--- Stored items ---
· · · ·

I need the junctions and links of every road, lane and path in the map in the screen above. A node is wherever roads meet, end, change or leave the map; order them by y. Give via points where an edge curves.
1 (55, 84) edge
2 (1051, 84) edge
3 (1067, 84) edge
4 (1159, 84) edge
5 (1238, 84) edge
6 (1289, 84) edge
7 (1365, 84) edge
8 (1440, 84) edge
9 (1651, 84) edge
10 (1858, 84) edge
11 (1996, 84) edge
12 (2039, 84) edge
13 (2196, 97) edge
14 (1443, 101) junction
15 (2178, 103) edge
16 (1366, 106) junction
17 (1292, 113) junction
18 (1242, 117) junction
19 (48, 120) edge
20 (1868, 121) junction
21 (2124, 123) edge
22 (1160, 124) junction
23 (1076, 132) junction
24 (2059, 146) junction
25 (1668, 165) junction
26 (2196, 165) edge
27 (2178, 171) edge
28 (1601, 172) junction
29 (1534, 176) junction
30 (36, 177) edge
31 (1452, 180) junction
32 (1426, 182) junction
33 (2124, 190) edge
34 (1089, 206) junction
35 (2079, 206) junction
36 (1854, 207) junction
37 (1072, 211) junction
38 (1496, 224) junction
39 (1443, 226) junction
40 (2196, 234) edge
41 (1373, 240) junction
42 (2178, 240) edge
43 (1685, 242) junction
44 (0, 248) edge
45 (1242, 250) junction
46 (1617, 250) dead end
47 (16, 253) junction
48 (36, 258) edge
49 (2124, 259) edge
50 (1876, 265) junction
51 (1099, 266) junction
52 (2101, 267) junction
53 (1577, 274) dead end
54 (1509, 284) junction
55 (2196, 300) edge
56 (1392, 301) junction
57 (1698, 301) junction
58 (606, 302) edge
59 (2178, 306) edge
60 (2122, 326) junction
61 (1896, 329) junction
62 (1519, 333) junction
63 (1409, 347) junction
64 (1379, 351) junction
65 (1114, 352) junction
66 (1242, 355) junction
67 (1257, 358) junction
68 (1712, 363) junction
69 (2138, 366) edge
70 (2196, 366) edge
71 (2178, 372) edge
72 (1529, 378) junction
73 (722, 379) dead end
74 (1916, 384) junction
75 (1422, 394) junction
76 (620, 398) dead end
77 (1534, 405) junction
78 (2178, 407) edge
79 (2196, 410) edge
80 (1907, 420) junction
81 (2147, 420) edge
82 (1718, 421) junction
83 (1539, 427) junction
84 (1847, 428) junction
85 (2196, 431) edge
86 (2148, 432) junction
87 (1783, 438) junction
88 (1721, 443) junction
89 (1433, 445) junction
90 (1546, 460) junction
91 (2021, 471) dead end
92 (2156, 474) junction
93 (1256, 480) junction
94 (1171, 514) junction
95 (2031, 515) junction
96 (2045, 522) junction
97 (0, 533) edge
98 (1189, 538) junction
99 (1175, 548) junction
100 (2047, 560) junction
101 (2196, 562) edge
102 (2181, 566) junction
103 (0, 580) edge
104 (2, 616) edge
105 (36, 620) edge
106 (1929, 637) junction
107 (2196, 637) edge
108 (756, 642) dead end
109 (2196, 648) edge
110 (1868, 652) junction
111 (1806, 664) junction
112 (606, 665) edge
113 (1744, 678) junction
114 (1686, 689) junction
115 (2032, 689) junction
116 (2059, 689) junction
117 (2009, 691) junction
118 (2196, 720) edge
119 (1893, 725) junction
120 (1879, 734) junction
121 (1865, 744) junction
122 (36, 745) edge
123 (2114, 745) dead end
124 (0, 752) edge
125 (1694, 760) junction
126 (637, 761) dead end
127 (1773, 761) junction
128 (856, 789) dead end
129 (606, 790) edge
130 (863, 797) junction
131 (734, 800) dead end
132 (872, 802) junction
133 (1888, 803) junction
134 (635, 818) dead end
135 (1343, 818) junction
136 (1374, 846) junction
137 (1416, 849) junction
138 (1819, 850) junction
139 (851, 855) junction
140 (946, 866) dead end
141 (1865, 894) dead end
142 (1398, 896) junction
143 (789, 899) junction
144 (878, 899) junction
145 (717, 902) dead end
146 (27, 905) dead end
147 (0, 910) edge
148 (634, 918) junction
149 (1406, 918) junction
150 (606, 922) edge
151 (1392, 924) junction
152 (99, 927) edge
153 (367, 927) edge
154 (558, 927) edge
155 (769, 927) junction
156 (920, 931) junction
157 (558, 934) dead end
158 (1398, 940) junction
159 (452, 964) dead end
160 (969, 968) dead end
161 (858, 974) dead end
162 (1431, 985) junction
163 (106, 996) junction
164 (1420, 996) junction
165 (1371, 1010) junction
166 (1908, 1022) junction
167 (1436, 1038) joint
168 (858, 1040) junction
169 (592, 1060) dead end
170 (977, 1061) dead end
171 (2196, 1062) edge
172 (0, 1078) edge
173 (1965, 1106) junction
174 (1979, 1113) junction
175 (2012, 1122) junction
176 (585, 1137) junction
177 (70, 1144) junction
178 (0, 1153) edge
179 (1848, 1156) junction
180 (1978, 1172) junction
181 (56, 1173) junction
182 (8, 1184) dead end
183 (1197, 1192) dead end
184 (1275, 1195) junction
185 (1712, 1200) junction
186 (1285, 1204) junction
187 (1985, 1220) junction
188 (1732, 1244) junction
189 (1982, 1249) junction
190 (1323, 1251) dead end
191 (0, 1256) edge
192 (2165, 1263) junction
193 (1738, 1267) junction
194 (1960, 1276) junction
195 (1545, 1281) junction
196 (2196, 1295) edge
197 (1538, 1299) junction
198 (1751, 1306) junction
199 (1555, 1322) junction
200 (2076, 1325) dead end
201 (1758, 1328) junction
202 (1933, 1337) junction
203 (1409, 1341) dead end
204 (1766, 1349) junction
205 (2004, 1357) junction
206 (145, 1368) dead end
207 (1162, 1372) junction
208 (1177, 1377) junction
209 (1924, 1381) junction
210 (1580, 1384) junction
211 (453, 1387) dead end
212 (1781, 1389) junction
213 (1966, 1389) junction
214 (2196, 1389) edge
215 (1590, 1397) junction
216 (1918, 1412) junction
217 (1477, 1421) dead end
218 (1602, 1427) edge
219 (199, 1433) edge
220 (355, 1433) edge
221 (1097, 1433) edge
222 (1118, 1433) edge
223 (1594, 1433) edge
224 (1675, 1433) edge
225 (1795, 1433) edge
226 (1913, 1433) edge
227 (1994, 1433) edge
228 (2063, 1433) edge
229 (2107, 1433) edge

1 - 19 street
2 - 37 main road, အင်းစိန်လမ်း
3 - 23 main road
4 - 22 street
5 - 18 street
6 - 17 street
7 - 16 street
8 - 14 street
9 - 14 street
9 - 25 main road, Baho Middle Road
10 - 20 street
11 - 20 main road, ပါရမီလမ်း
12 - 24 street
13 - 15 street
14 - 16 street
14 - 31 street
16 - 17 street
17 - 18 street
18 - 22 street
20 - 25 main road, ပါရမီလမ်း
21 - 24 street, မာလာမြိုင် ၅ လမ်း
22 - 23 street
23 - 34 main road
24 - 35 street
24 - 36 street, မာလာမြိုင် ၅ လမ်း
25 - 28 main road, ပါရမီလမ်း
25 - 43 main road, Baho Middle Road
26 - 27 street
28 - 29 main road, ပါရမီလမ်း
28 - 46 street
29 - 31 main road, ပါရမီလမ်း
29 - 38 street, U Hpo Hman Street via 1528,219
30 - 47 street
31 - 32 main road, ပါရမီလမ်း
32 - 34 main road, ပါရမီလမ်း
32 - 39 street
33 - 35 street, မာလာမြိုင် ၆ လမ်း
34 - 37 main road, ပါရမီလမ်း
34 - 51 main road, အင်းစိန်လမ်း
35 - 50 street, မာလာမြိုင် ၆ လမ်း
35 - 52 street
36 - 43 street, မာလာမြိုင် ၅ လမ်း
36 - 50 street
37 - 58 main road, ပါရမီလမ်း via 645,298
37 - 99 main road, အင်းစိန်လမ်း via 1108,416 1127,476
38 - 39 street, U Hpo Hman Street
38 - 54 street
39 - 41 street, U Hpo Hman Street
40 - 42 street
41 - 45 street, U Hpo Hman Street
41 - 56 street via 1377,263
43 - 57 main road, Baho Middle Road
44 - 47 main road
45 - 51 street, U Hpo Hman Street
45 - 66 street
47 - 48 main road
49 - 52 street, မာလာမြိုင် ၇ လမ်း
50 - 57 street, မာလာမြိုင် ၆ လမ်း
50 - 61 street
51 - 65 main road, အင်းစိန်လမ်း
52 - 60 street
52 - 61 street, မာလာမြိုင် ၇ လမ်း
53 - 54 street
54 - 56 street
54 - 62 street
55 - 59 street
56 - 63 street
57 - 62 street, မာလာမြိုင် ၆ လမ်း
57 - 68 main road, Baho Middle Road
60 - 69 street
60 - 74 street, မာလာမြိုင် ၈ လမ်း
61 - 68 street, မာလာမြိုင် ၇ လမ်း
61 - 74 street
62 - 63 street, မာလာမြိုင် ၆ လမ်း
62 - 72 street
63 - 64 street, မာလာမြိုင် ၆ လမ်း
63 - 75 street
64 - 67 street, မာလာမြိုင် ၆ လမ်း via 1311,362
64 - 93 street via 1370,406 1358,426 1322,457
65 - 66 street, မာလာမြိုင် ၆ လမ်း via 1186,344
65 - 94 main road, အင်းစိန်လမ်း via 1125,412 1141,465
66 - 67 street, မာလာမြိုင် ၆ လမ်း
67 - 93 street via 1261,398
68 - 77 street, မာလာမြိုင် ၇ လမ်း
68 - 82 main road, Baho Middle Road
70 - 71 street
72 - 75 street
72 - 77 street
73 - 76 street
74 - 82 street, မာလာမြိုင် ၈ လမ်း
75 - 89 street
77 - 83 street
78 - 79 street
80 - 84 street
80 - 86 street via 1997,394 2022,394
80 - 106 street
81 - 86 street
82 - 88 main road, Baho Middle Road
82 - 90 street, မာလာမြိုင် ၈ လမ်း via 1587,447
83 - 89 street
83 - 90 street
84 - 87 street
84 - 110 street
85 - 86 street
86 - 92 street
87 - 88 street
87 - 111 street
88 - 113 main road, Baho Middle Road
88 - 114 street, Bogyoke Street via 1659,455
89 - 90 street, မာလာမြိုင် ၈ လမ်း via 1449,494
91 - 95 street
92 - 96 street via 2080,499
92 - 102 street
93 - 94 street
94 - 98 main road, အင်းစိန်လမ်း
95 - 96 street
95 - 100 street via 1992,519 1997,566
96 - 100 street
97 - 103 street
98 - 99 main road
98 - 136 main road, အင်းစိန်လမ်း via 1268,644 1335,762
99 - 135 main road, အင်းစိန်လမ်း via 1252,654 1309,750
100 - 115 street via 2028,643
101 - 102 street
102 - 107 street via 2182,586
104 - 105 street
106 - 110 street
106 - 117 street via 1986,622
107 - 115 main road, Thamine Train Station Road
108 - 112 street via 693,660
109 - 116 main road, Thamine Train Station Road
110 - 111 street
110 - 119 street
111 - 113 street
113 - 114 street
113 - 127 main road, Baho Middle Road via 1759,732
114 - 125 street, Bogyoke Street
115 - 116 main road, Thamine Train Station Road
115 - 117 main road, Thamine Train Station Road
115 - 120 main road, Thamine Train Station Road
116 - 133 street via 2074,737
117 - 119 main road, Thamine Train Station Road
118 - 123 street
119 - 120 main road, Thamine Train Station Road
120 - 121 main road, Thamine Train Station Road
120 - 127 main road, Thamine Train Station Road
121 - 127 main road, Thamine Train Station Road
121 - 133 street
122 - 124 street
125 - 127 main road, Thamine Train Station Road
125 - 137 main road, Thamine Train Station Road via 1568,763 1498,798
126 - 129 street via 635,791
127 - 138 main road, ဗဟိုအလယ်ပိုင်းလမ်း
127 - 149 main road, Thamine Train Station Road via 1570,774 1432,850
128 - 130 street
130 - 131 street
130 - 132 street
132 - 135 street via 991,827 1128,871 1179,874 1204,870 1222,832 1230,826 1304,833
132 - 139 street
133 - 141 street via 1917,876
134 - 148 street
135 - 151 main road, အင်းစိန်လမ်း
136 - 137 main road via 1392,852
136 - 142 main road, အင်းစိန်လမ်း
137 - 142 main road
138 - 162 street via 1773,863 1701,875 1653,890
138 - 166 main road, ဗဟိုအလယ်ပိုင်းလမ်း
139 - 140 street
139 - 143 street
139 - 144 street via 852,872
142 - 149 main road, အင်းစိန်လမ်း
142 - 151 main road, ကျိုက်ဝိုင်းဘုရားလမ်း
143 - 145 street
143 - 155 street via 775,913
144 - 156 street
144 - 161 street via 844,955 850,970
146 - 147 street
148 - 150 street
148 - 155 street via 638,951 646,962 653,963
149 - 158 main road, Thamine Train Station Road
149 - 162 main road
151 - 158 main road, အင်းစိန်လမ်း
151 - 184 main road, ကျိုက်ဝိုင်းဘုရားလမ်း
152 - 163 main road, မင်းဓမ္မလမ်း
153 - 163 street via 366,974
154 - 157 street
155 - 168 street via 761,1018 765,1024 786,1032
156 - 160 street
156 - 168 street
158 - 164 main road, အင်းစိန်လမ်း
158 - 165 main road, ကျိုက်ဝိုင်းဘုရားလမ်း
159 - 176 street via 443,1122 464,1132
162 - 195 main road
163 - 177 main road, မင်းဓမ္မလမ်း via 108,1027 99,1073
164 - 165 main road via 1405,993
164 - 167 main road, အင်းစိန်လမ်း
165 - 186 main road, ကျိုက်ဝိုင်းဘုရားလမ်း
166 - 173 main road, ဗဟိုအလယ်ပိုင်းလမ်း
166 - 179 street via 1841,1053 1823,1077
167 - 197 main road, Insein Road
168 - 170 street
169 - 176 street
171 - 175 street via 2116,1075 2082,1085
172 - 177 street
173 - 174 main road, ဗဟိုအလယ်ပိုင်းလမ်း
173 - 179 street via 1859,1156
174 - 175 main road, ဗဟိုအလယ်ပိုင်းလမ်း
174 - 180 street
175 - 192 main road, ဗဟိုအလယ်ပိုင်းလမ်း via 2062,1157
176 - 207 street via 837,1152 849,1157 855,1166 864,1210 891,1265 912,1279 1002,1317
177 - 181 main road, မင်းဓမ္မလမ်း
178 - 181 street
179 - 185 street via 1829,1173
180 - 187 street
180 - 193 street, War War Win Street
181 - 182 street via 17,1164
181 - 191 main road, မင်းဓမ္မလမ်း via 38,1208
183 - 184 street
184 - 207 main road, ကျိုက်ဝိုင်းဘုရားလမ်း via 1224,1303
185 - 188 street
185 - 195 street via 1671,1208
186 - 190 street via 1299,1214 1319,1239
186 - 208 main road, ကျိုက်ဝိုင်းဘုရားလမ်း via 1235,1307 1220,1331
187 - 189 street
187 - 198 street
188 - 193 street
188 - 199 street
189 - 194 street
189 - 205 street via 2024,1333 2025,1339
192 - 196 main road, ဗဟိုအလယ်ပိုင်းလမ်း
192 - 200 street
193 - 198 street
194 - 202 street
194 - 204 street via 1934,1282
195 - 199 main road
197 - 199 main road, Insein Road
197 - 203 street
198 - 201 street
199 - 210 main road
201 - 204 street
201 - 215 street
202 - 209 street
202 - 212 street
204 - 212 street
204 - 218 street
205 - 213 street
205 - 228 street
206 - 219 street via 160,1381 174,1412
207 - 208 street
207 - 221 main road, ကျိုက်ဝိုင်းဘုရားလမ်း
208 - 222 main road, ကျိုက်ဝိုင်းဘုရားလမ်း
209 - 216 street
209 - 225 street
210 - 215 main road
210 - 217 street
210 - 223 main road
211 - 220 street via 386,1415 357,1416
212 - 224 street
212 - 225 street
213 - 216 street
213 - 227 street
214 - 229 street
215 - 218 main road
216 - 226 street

· · · ·

--- DIRECTIONS ---
Check each line of the data above for the word "Insein", then state how many lines have it. Give the number alone.

--- WRITTEN ANSWER ---
2